Unfortunately, to acquire the services of Montgomery and Pries the Cubs were forced to part with the greatest Cubs slugger to never have worn a Chicago Cubs uniform: Dan Vogelbach. Drafted a few years ago, Vogelbach has done nothing less than rake down in the minors, hitting double-digit homers every year in the Cubs system except for last year (when he played just under 80 games due to an injury). Although many Cubs fans may be sad to see him go (I know I am) Vogelbach now has the opportunity to play in a league where he doesn’t need to play defense – a league designed for Dan Vogelbach. The bulky, teddy bear-like Vogelbach was blocked at first base by Anthony Rizzo and lacked the defensive prowess or raw athleticism that could have allowed him to move to left field. Seattle General Manager Jerry Dipoto was excited about what Dan adds to the future roster for the Mariners, but wouldn’t give a definite timetable on when he might make his ML debut. Whenever that is, lookout American League pitchers, because Seattle may just have the next Cecil or Prince Fielder on their hands.
Along with Vogelbach, the Cubs also shipped off 2012 first-rounder Paul Blackburn. In 78 minor league games started Blackburn has pitched to the tune of 3.21 career ERA, reaching Double-A Tennessee with the Cubs this year. There have always been concerns about Blackburn staying in the rotation, mostly due to his thin frame. However, after filling out nicely this year, at the age of 22, Blackburn seems primed to crack the majors as a back-end starter or solid reliever. Although he may be a year or two away, he should be a productive piece for the Mariners pitching staff.
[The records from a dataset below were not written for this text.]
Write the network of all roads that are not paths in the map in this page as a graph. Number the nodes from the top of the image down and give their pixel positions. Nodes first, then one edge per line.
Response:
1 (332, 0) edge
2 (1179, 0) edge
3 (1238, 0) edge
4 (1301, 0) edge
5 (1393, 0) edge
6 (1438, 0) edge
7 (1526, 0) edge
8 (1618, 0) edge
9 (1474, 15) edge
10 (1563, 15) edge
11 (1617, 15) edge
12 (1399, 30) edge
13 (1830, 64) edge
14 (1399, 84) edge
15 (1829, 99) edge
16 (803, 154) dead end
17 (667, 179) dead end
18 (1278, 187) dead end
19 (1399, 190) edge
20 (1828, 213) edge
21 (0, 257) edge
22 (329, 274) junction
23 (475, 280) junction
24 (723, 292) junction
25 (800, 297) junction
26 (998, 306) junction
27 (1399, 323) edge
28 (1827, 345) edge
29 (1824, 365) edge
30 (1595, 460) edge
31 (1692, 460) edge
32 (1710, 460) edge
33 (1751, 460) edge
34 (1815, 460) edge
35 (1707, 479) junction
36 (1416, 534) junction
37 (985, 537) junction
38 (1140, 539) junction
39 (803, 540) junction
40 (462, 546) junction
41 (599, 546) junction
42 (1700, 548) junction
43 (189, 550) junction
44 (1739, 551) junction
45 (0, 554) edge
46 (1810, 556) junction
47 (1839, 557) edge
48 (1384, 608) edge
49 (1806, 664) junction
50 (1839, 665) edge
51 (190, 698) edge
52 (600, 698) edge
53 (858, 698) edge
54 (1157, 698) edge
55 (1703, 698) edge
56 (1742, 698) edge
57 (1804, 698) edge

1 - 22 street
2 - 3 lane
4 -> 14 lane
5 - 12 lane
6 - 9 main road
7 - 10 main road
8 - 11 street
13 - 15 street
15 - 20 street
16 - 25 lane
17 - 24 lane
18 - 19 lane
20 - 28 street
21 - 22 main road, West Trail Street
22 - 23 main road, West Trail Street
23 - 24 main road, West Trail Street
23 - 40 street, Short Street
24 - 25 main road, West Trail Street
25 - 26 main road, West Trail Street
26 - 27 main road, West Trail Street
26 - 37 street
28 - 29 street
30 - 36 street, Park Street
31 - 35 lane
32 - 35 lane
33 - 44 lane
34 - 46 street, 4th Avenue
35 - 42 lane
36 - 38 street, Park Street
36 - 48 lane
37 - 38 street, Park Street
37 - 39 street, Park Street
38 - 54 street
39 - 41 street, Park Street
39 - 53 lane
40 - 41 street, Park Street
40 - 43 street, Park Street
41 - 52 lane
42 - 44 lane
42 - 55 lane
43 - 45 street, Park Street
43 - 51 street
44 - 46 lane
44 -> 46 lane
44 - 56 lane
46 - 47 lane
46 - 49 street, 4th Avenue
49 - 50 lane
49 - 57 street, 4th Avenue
As the Cubs continue to look for bullpen and starting rotation help in the upcoming weeks, they can at least say that they’ve brought in some reinforcement for Travis Wood down the stretch. Looking beyond this year (as Theo and Jed always are), Montgomery may begin to look like more of a bargain than we thought. Still young and with 5 years of team control left, he has yet to fully reach his potential, according to Epstein.
Let’s just hope that Montgomery’s future success isn’t dampened too much by Dan Vogelbach home runs.